AIM OF THE EXERCISE: Give the count of lines in the records below that contain "into", and say nothing more.

SUPPLIED RECORDS:
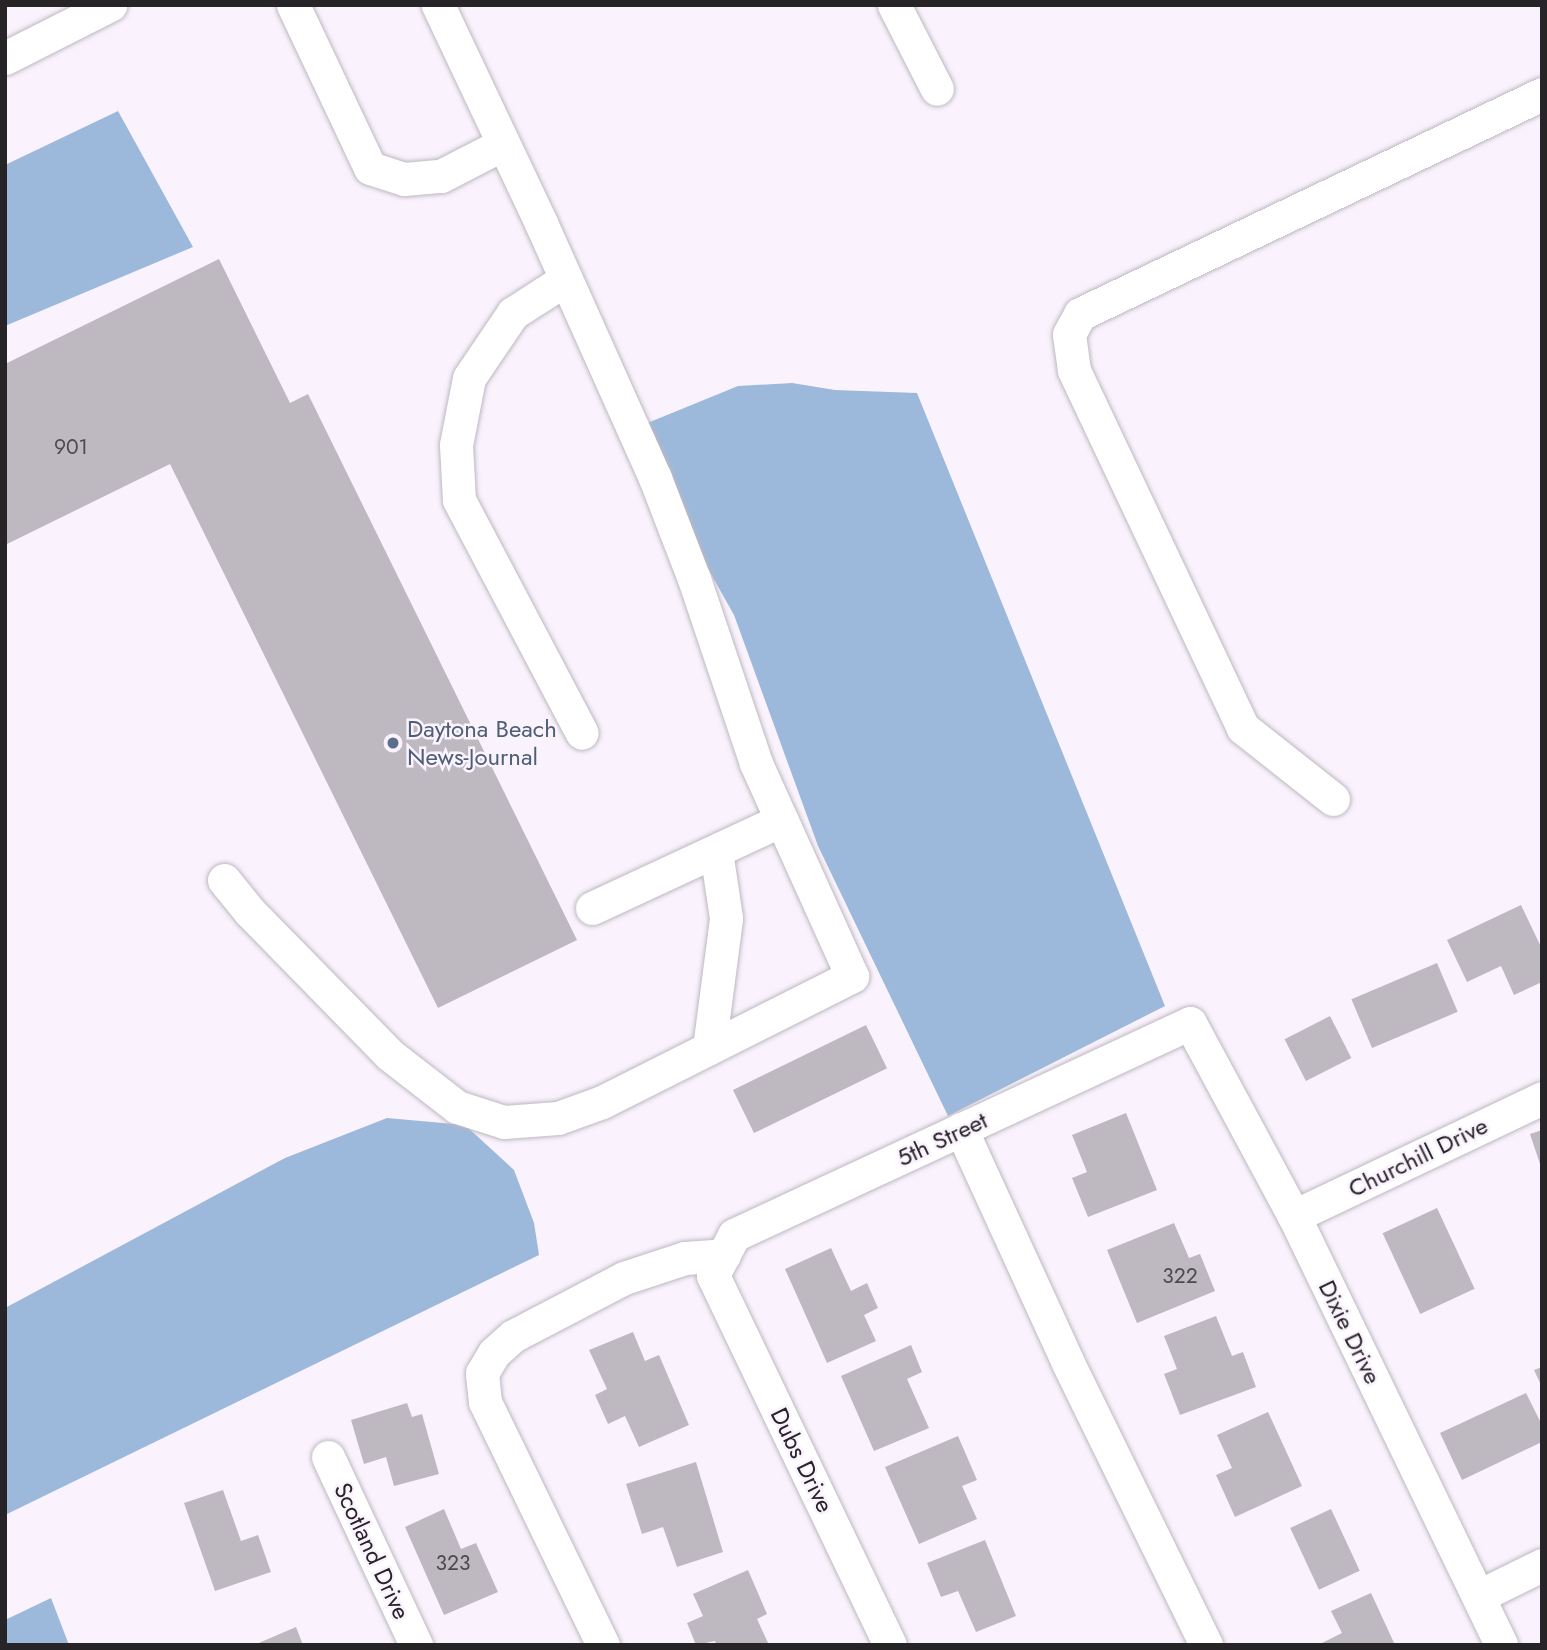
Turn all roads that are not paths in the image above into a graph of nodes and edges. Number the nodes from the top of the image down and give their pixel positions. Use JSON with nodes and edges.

...

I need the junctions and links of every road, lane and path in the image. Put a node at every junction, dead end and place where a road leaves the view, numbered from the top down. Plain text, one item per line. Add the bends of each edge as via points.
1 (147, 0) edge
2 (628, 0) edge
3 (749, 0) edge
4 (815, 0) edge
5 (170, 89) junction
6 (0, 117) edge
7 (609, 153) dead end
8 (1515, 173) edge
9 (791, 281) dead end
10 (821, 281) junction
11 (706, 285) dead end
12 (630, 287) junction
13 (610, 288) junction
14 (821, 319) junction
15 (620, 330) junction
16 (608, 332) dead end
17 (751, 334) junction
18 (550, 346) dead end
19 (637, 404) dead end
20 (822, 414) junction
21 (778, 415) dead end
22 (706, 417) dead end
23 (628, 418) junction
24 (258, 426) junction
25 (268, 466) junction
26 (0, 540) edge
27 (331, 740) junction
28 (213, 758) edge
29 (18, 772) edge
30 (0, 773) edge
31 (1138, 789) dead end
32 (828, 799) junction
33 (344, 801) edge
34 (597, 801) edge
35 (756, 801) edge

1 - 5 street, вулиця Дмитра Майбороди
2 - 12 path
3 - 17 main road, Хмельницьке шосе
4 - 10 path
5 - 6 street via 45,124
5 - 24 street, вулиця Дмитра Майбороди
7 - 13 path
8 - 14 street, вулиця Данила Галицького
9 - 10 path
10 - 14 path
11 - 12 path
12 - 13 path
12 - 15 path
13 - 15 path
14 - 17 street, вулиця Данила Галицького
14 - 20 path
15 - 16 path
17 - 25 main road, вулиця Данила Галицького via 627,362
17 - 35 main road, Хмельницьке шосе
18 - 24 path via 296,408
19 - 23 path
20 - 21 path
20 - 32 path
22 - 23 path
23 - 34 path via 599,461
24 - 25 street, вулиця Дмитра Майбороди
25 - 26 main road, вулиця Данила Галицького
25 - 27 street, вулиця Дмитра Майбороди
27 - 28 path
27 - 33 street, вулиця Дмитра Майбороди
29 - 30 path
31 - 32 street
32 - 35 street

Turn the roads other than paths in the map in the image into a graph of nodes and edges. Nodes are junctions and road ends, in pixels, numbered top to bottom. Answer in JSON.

WRITTEN SOLUTION: 2